In its final defense of the DCRs applicable to solar cells, India also made the argument that they were permitted under Article XX(d) of the GATT 1994 (which basically permits measures such as DCRs when they are necessary for enforcement of other WTO-consistent laws and regulations). The panel disagreed. In its examination of the issue, the Appellate Body stated that in determining whether a responding party had identified a rule that falls within the scope of “laws or regulations” under Article XX(d) of the GATT 1994, a panel should evaluate and give due consideration to all the characteristics of the relevant instrument(s) and should avoid focusing exclusively or unduly on any single characteristic. In particular, it may be relevant for a WTO panel to consider, among others: (i) the normative nature of the instrument and the extent to which the instrument operates to set out a rule of conduct or course of action that is to be observed within the domestic legal system of a WTO Member; (ii) the degree of specificity of the relevant rule; (iii) whether the rule is legally enforceable; (iv) whether the rule has been adopted or recognized by a competent authority possessing the necessary powers under the domestic legal system of a WTO Member; (v) the form and title given to any instrument or instruments containing the rule under the domestic legal system of a WTO Member; and (vi) the penalties or sanctions that may accompany the relevant rule. Importantly, this assessment must always be carried out on a case-by-case basis in light of the specific characteristics and features of the instruments at issue, the rule alleged to exist, as well as the domestic legal system of the WTO Member concerned.

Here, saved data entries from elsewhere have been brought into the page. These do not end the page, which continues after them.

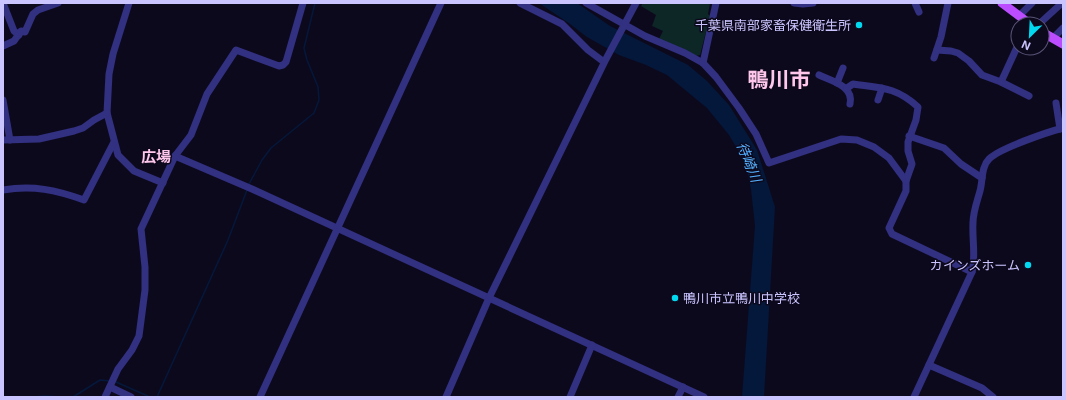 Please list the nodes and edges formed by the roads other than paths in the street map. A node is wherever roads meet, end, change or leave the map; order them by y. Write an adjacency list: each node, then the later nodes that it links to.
1 (58, 3): 22 (street)
2 (129, 3): 43 (street)
3 (303, 3): 48 (street)
4 (440, 3): 53 (street)
5 (520, 3): 30 (street)
6 (586, 3): 20 (street)
7 (636, 3): 20 (street)
8 (716, 3): 31 (street)
9 (794, 3): 10 (street)
10 (813, 3)
11 (915, 3): 17 (street)
12 (948, 3): 27 (street)
13 (1002, 3): 18 (main road)
14 (1032, 3): 18 (street)
15 (1062, 3): 19 (street)
16 (4, 7): 22 (street)
17 (919, 12)
18 (1019, 16)
19 (1048, 16)
20 (623, 26): 30 (street); 31 (street)
21 (1063, 28): 24 (street)
22 (19, 35): 26 (street)
23 (1050, 36): 24 (main road)
24 (1053, 38): 25 (main road)
25 (1063, 44)
26 (3, 46)
27 (937, 50): 29 (street); 34 (street)
28 (1013, 56): 34 (street)
29 (934, 58)
30 (605, 60): 55 (street)
31 (703, 63): 50 (street)
32 (843, 68): 35 (street)
33 (819, 75): 35 (street)
34 (1001, 82): 38 (street)
35 (837, 83): 36 (street)
36 (847, 88): 37 (street); 42 (street)
37 (882, 88): 40 (street); 45 (street)
38 (1029, 96)
39 (3, 100): 46 (street)
40 (878, 100)
41 (1056, 103): 44 (street)
42 (850, 104)
43 (107, 113): 46 (street); 47 (street)
44 (1061, 128): 49 (street)
45 (909, 136): 49 (street); 50 (street)
46 (7, 140)
47 (114, 142): 51 (street); 52 (street)
48 (176, 156): 51 (street); 53 (street)
49 (982, 178): 54 (street)
50 (906, 181): 54 (street)
51 (163, 182): 58 (street)
52 (3, 190)
53 (337, 228): 55 (street); 62 (street)
54 (972, 272): 57 (street)
55 (489, 298): 56 (street); 63 (street)
56 (592, 345): 59 (street); 64 (street)
57 (929, 365): 67 (street); 68 (street)
58 (111, 383): 60 (street); 61 (street)
59 (683, 387): 65 (street); 66 (street)
60 (105, 397)
61 (131, 397)
62 (260, 397)
63 (446, 397)
64 (570, 397)
65 (678, 397)
66 (704, 397)
67 (914, 397)
68 (993, 397) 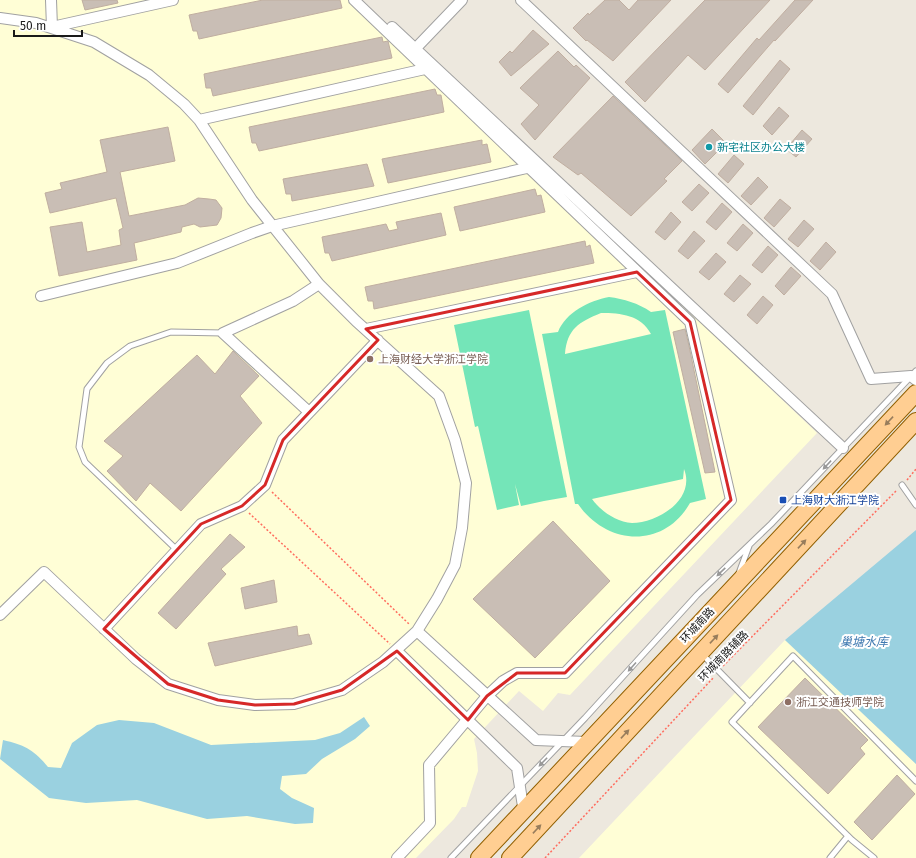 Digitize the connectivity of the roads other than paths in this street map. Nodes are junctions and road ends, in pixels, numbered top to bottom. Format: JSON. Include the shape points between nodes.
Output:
{"nodes":[{"id":1,"x":51,"y":0,"type":"edge"},
{"id":2,"x":173,"y":0,"type":"edge"},
{"id":3,"x":354,"y":0,"type":"edge"},
{"id":4,"x":363,"y":0,"type":"edge"},
{"id":5,"x":462,"y":0,"type":"edge"},
{"id":6,"x":521,"y":0,"type":"edge"},
{"id":7,"x":0,"y":18,"type":"edge"},
{"id":8,"x":52,"y":27,"type":"junction"},
{"id":9,"x":416,"y":49,"type":"junction"},
{"id":10,"x":425,"y":69,"type":"junction"},
{"id":11,"x":199,"y":120,"type":"junction"},
{"id":12,"x":531,"y":167,"type":"junction"},
{"id":13,"x":272,"y":226,"type":"junction"},
{"id":14,"x":637,"y":272,"type":"junction"},
{"id":15,"x":319,"y":284,"type":"junction"},
{"id":16,"x":41,"y":296,"type":"dead end"},
{"id":17,"x":366,"y":329,"type":"junction"},
{"id":18,"x":223,"y":333,"type":"junction"},
{"id":19,"x":378,"y":340,"type":"junction"},
{"id":20,"x":914,"y":375,"type":"edge"},
{"id":21,"x":916,"y":393,"type":"edge"},
{"id":22,"x":309,"y":412,"type":"junction"},
{"id":23,"x":916,"y":421,"type":"edge"},
{"id":24,"x":843,"y":448,"type":"junction"},
{"id":25,"x":902,"y":485,"type":"road end"},
{"id":26,"x":916,"y":505,"type":"edge"},
{"id":27,"x":749,"y":545,"type":"junction"},
{"id":28,"x":177,"y":550,"type":"junction"},
{"id":29,"x":735,"y":585,"type":"junction"},
{"id":30,"x":0,"y":615,"type":"edge"},
{"id":31,"x":104,"y":629,"type":"junction"},
{"id":32,"x":417,"y":631,"type":"junction"},
{"id":33,"x":397,"y":651,"type":"junction"},
{"id":34,"x":701,"y":653,"type":"junction"},
{"id":35,"x":487,"y":696,"type":"junction"},
{"id":36,"x":750,"y":703,"type":"junction"},
{"id":37,"x":468,"y":720,"type":"junction"},
{"id":38,"x":562,"y":741,"type":"junction"},
{"id":39,"x":586,"y":742,"type":"junction"},
{"id":40,"x":916,"y":781,"type":"edge"},
{"id":41,"x":520,"y":786,"type":"junction"},
{"id":42,"x":524,"y":812,"type":"junction"},
{"id":43,"x":848,"y":836,"type":"junction"},
{"id":44,"x":397,"y":858,"type":"edge"},
{"id":45,"x":451,"y":858,"type":"edge"},
{"id":46,"x":479,"y":858,"type":"edge"},
{"id":47,"x":510,"y":858,"type":"edge"},
{"id":48,"x":830,"y":858,"type":"edge"},
{"id":49,"x":874,"y":858,"type":"edge"}],
"edges":[{"from":1,"to":8,"type":"street"},
{"from":2,"to":8,"type":"street"},
{"from":3,"to":10,"type":"street"},
{"from":4,"to":9,"type":"street"},
{"from":5,"to":9,"type":"street"},
{"from":6,"to":20,"type":"street","via":[[832,294],[871,379]]},
{"from":7,"to":8,"type":"street"},
{"from":8,"to":11,"type":"street","via":[[94,42],[149,75]]},
{"from":9,"to":24,"type":"street"},
{"from":10,"to":11,"type":"street"},
{"from":10,"to":12,"type":"street"},
{"from":11,"to":13,"type":"street"},
{"from":12,"to":13,"type":"street"},
{"from":12,"to":14,"type":"street"},
{"from":13,"to":15,"type":"street"},
{"from":13,"to":16,"type":"street","via":[[177,263]]},
{"from":14,"to":17,"type":"street"},
{"from":14,"to":35,"type":"street","via":[[690,322],[730,500],[566,673],[517,673],[502,681]]},
{"from":15,"to":17,"type":"street"},
{"from":15,"to":18,"type":"street","via":[[293,301]]},
{"from":17,"to":19,"type":"street"},
{"from":18,"to":22,"type":"street"},
{"from":18,"to":28,"type":"lane","via":[[171,332],[130,346],[107,363],[87,388],[79,447],[85,462]]},
{"from":19,"to":22,"type":"street"},
{"from":19,"to":32,"type":"street","via":[[440,396],[466,483],[462,528],[455,565]]},
{"from":20,"to":24,"type":"lane"},
{"from":21,"to":29,"type":"main road","name":"环城南路","one_way":true},
{"from":22,"to":28,"type":"street","via":[[283,440],[265,485],[242,506],[201,524]]},
{"from":34,"to":23,"type":"main road","name":"环城南路","one_way":true},
{"from":24,"to":27,"type":"lane","one_way":true},
{"from":25,"to":26,"type":"lane"},
{"from":27,"to":29,"type":"lane"},
{"from":27,"to":38,"type":"lane","one_way":true,"via":[[697,595]]},
{"from":28,"to":31,"type":"street"},
{"from":29,"to":39,"type":"main road","name":"环城南路"},
{"from":30,"to":31,"type":"street","via":[[44,572]]},
{"from":31,"to":33,"type":"street","via":[[168,684],[218,700],[255,705],[294,704],[342,690]]},
{"from":32,"to":33,"type":"street"},
{"from":32,"to":35,"type":"street"},
{"from":33,"to":37,"type":"street"},
{"from":34,"to":36,"type":"lane"},
{"from":47,"to":34,"type":"main road","name":"环城南路","one_way":true},
{"from":35,"to":37,"type":"street"},
{"from":35,"to":38,"type":"street","via":[[536,740]]},
{"from":36,"to":40,"type":"lane","via":[[793,656]]},
{"from":36,"to":43,"type":"lane","via":[[732,722]]},
{"from":37,"to":41,"type":"street","via":[[517,768]]},
{"from":37,"to":44,"type":"street","via":[[429,765],[430,823]]},
{"from":38,"to":39,"type":"street"},
{"from":38,"to":41,"type":"lane","one_way":true},
{"from":39,"to":42,"type":"main road","name":"环城南路"},
{"from":41,"to":42,"type":"street"},
{"from":41,"to":45,"type":"lane"},
{"from":42,"to":46,"type":"main road","name":"环城南路"},
{"from":43,"to":48,"type":"lane"},
{"from":43,"to":49,"type":"lane"}]}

The Appellate Body found that India had not demonstrated that the passages and provisions of the domestic instruments identified by India, when read together, set out the rule “to ensure ecologically sustainable growth while addressing India’s energy security challenge, and ensuring compliance with its obligations relating to climate change,” as alleged by India. Consequently, it upheld the panel’s finding that India had not demonstrated that the DCR measures were measures “to secure compliance with laws or regulations which were not inconsistent with” GATT 1994 and the panel’s ultimate finding that the DCR measures were not justified under Article XX(d) of the GATT 1994.

Finally, this Appellate Body decision is also noteworthy due to a separate opinion by an undisclosed Appellate Body member that addresses the adjudicatory function of the Appellate Body. The member stated that the Understanding on Rules and Procedures Governing the Settlement of Disputes (“DSU”) “describes the Appellate Body’s function in broad terms: to ‘hear appeals from panel cases.’” The member went on to explain that it is up to the Appellate Body to determine how to address issues on appeal, giving consideration to the overarching principles of “prompt settlement” and arriving at a “positive solution” to disputes. Most importantly, the member asserted that it is the Appellate Body’s duty to clarify the WTO agreements by offering interpretive guidance and that this function cannot be carried out “in an abstract manner.” Additionally, the member noted that WTO Members have a systemic interest in receiving guidance from Appellate Body reports that are applicable beyond the particular dispute at hand. It is widely believed that this separate opinion comes in response to recent criticism by various WTO Members – particularly the United States – that the Appellate Body overreaches its mandate when it delivers legal opinions that offer interpretations of the WTO agreements that go beyond the specific arguments before it. These criticisms recently led the United States to block the appointment of South Korea’s Seung Wha Chang to a second term on the Appellate Body.